As Present Joseph Biden settles into the role of President of the United States, many are wondering how his proposed tax plan will look or change as his proposed recommendations make their way through the House and the Senate to ultimately become law. A general observation from the new President’s proposed plan is that it favors enacting tax policies that would increase taxes on corporations and individuals making more than $400,000. Another general observation is that the tax increases would be generated by raising individual income, capital gains, and payroll taxes; phasing out popular deductions; and increasing the corporate income tax rate, including a corporate minimum tax.
Proposed potential changes for businesses include:
- Increase the corporate income tax rate from 21 percent to 28 percent.
- Enact an alternative minimum tax on corporations with book profits of $100 million or higher.
- Double the tax rate on Global Intangible Low Tax Income (GILTI) earned by foreign subsidiaries of US firms from 10.5 percent to 21 percent.

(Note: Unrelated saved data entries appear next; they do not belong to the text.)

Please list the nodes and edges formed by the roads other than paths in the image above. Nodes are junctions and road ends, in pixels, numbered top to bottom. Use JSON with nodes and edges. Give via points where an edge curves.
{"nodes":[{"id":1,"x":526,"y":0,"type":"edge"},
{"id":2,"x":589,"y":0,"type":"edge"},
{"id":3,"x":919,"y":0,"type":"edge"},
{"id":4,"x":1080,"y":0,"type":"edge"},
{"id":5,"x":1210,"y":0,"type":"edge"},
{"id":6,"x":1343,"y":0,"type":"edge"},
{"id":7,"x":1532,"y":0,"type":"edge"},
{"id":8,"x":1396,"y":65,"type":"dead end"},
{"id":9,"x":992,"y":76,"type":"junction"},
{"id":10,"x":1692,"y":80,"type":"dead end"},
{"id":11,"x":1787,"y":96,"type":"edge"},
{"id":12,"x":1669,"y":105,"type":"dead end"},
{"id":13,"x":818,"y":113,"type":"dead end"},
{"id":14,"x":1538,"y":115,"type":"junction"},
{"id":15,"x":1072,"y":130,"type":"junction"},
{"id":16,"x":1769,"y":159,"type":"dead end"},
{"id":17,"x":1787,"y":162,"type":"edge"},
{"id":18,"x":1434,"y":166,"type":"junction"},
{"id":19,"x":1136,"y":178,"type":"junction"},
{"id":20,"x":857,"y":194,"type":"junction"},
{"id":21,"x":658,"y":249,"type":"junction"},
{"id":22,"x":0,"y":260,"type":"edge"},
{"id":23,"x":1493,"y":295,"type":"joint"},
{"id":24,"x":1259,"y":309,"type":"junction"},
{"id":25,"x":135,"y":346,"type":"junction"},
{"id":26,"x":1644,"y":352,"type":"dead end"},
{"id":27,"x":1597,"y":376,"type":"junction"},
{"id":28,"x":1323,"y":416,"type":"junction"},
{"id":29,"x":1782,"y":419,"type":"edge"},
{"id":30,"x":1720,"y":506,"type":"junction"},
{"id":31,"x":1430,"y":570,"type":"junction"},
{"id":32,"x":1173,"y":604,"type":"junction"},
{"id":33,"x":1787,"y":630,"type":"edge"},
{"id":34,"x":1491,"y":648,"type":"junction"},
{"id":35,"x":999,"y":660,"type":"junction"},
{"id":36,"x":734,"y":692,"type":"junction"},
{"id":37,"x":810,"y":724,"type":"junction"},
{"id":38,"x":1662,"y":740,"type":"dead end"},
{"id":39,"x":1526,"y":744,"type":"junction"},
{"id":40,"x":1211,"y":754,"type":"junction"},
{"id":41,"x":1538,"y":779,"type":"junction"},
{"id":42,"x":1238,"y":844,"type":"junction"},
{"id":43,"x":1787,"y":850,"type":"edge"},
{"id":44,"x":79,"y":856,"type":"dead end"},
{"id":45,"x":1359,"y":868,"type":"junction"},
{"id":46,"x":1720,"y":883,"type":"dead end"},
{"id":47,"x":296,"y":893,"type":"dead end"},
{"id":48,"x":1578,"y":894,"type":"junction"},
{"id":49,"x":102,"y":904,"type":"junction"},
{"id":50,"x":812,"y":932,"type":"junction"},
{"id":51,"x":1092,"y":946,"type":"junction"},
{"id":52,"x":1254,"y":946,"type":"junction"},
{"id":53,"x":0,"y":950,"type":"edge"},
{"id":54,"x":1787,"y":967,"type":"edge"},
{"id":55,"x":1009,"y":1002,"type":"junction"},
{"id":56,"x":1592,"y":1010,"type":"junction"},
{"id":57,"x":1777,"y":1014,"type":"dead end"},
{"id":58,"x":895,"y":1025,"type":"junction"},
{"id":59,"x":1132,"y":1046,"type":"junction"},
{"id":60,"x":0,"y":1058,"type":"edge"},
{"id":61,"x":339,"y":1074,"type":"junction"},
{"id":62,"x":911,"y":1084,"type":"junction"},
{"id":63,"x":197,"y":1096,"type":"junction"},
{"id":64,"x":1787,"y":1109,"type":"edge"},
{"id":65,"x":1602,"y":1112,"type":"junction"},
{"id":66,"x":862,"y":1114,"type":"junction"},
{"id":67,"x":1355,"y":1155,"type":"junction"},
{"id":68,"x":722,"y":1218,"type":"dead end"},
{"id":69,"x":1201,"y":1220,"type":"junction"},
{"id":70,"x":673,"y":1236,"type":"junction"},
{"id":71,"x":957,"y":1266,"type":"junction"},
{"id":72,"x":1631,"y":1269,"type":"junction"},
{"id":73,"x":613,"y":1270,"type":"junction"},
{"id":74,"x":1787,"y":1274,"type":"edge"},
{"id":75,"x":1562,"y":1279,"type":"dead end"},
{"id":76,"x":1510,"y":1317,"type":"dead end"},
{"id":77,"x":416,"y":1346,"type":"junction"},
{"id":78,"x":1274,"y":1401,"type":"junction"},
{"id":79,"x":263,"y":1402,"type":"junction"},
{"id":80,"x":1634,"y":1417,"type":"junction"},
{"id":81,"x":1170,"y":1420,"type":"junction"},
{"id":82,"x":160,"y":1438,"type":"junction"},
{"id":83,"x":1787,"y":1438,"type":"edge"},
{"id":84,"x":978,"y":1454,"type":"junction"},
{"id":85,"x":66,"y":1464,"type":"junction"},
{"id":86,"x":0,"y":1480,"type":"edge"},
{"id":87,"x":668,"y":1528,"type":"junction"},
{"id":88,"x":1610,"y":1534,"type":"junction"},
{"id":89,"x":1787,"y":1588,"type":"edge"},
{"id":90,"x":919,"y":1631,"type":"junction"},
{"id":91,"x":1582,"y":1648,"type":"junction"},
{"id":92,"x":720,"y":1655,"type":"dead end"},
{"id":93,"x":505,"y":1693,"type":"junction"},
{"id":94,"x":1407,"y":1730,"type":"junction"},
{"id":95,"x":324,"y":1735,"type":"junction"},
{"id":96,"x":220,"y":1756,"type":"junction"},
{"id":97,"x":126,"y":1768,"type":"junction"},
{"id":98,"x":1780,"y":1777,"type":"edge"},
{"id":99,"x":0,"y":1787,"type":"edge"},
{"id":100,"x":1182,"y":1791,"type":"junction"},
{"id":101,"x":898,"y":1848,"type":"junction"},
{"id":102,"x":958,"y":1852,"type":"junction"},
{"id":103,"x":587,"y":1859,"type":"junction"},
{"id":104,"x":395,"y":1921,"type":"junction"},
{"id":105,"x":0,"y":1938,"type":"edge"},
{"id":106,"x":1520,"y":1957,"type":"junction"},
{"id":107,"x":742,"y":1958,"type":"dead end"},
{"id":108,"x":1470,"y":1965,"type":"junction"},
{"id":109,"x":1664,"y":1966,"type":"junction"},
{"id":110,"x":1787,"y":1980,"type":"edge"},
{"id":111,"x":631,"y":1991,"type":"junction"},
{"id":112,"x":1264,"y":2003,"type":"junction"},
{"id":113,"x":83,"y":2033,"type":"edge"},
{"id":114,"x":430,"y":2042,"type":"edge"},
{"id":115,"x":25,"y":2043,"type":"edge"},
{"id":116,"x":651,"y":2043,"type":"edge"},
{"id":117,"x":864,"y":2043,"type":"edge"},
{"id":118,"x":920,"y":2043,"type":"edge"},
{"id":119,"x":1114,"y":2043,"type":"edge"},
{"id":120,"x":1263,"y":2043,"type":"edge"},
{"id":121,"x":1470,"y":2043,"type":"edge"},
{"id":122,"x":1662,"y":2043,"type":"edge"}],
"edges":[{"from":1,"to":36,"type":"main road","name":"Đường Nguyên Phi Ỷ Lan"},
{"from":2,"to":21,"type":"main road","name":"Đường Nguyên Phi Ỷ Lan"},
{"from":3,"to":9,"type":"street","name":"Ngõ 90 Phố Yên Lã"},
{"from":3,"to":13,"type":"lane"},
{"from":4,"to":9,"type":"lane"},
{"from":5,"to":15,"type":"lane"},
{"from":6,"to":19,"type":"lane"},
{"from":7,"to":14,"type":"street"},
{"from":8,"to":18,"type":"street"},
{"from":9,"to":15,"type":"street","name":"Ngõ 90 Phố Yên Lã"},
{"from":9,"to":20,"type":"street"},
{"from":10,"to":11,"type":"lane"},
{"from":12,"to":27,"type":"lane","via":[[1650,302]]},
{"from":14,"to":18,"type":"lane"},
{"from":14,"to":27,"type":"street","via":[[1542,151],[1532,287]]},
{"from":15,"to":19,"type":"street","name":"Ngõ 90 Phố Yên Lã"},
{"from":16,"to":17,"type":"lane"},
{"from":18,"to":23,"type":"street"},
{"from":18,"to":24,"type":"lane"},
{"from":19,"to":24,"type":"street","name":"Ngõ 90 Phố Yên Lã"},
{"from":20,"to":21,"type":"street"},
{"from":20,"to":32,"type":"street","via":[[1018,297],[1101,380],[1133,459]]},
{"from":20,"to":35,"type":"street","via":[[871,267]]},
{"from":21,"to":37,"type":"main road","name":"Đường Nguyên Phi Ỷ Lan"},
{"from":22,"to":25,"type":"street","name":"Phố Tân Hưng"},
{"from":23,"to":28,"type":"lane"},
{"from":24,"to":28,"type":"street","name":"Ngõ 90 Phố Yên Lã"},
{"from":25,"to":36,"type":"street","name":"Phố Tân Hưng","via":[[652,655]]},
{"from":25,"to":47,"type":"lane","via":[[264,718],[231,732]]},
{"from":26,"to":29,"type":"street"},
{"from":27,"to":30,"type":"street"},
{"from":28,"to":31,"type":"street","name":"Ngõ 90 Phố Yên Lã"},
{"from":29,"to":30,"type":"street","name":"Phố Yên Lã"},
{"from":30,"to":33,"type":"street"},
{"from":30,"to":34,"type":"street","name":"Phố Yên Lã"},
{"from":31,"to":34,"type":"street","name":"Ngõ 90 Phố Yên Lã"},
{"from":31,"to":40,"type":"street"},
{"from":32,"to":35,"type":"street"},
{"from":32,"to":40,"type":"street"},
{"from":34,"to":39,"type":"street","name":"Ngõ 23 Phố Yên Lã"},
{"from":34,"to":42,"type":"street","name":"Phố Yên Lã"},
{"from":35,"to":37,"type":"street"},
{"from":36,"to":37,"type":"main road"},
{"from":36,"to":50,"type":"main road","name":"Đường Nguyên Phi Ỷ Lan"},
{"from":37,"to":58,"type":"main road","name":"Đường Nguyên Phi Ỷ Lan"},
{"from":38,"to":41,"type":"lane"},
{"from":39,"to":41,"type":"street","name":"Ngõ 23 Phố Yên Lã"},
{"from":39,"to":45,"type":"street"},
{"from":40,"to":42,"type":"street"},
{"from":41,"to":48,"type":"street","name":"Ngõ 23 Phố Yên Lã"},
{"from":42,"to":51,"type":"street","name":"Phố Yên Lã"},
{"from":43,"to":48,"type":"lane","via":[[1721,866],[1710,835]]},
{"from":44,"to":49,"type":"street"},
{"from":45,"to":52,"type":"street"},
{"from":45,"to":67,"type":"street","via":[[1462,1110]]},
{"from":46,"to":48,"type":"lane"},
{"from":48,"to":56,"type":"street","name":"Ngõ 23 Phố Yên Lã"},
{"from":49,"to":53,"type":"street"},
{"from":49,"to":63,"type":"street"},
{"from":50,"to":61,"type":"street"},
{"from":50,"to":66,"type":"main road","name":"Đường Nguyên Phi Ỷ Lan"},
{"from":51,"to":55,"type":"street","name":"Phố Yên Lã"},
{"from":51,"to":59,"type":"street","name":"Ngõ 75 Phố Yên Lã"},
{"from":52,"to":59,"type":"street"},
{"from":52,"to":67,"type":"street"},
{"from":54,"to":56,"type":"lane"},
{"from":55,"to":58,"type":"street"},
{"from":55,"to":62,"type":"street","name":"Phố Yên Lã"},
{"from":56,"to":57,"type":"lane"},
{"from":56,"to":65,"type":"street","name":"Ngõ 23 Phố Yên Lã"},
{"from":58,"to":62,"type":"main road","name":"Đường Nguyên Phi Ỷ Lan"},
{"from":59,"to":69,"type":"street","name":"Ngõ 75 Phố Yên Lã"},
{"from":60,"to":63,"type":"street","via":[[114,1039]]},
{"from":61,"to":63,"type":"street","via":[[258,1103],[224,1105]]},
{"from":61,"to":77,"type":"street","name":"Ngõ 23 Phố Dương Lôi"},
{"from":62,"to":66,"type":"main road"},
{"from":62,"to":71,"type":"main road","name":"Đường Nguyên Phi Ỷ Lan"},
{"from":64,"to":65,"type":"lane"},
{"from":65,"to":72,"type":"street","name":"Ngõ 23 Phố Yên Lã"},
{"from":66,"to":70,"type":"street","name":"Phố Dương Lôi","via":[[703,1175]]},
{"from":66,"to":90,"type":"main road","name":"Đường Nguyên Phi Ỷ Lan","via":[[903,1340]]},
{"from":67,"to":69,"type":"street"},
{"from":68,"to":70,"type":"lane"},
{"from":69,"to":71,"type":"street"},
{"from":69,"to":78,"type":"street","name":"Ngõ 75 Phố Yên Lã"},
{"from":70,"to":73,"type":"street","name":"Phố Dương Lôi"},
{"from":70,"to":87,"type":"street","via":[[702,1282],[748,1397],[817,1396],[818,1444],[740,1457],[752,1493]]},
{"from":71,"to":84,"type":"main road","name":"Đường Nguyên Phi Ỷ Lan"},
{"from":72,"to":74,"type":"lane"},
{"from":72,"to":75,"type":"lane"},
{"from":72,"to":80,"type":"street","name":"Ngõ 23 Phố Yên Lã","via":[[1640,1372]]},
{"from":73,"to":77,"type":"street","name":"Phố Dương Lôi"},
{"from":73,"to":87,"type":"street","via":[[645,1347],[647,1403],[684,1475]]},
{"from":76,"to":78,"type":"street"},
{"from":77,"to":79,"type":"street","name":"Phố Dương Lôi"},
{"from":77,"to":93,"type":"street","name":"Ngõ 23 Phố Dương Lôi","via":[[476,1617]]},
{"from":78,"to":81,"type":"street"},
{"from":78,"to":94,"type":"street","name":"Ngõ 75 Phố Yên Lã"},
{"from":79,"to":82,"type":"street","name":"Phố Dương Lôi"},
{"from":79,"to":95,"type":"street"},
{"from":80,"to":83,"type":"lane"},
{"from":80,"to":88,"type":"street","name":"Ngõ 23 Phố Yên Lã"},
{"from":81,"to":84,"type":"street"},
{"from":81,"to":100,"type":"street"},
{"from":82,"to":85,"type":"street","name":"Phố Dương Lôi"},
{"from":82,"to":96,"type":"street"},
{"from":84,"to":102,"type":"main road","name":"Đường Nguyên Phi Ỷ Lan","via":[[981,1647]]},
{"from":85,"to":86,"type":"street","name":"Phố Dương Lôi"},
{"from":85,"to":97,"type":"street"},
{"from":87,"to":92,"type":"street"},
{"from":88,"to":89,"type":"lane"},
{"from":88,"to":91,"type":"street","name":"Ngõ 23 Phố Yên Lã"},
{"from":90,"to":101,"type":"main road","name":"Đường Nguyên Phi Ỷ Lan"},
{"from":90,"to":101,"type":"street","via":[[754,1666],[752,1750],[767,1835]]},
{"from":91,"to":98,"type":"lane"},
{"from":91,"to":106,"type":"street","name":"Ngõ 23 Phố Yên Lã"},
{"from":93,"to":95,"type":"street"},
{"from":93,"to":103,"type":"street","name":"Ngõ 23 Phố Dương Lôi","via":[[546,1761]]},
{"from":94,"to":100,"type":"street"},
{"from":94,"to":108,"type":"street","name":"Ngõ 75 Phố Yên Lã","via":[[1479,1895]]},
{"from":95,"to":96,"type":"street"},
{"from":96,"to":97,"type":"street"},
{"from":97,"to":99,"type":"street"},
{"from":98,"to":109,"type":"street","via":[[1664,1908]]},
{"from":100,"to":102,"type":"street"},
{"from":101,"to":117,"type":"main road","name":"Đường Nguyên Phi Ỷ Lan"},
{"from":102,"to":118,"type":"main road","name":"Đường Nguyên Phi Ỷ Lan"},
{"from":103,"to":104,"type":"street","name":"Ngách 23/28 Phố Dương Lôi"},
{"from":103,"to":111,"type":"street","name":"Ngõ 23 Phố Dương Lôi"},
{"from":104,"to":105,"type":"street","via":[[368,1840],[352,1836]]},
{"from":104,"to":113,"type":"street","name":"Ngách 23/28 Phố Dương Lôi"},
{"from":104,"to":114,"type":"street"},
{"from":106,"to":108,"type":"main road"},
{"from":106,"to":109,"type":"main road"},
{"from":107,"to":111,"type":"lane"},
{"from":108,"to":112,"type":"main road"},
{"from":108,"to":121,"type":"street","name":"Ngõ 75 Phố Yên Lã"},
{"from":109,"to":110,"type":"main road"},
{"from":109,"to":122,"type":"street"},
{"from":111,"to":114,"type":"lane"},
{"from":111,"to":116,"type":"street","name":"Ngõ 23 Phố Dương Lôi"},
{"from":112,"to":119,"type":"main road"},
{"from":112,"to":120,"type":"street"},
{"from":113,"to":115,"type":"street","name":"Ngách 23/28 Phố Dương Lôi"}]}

- Create a Manufacturing Communities Tax Credit to reduce the tax liability of businesses that experience workforce layoffs or a major government institution closure.
- Expand and make permanent the New Markets Tax Credit.
- Offer tax credits to small businesses for adopting workplace retirement savings plans.
- Expand several renewable-energy-related tax credits, including tax credits for carbon capture, use, and storage as well as credits for residential energy efficiency, and a restoration of the Energy Investment Tax Credit (ITC) and the Electric Vehicle Tax Credit. The Biden plan would also end tax subsidies for fossil fuels.
Proposed potential changes for individuals include:
- Increase the top individual income tax rate for taxable incomes above $400,000 from 37 percent under current law to the pre-2017 Tax Cuts and Jobs Act level of 39.6 percent.
- Tax long-term capital gains and qualified dividends at the new ordinary income tax rate of 39.6 percent on income above $1 million.
- Phase out the qualified business income (QBI) deduction for filers with taxable income above $400,000.
- Impose the 12.4% Social Security payroll tax on income earned above $400,000, evenly split between employers and employees.
- Equalize the tax benefits of traditional retirement accounts (such as 401(k)s and individual retirement accounts) by providing a refundable tax credit in place of traditional deductibility.
- Cap the tax benefit of itemized deductions to 28 percent for those earning more than $400,000.
- Restore the Pease limitation on itemized deductions for taxable incomes above $400,000.
- Provide renewable-energy-related tax credits to individuals.
- Expand the Child and Dependent Care Tax Credit (CDCTC) from a maximum of $3,000 in qualified expenses to $8,000 ($16,000 for multiple dependents) and increases the maximum reimbursement rate from 35 percent to 50 percent.
- Increase the Child Tax Credit (CTC) from a maximum value of $2,000 to $3,000 for children 17 or younger, and provide a $600 bonus credit for children under 6. The CTC would also be made fully refundable.
- Reestablish the First-Time Homebuyers’ Tax Credit to provide up to $15,000 for first-time homebuyers.
Potential Estate Tax Changes:
- Expand the estate and gift tax by reducing the lifetime exemption to $3,500,000 and increasing the tax rate to 45% in addition to eliminating the step-up of basis at death.
Other Potential Changes:
- Impose a new 10% surtax on corporations that offshore manufacturing and service jobs to foreign nations in order to sell goods or provide services back to the American market.
- Establish an advanceable 10% “Made in America” tax credit for activities that restore production, revitalize existing closed or closing facilities, retool facilities to advance manufacturing employment or expand manufacturing payroll.
- Expand the Affordable Care Act’s premium tax credit.
We are currently waiting to see what President Biden will present in his formal tax plan and will be watching closely to provide an update if and when any tax changes become law and go into effect.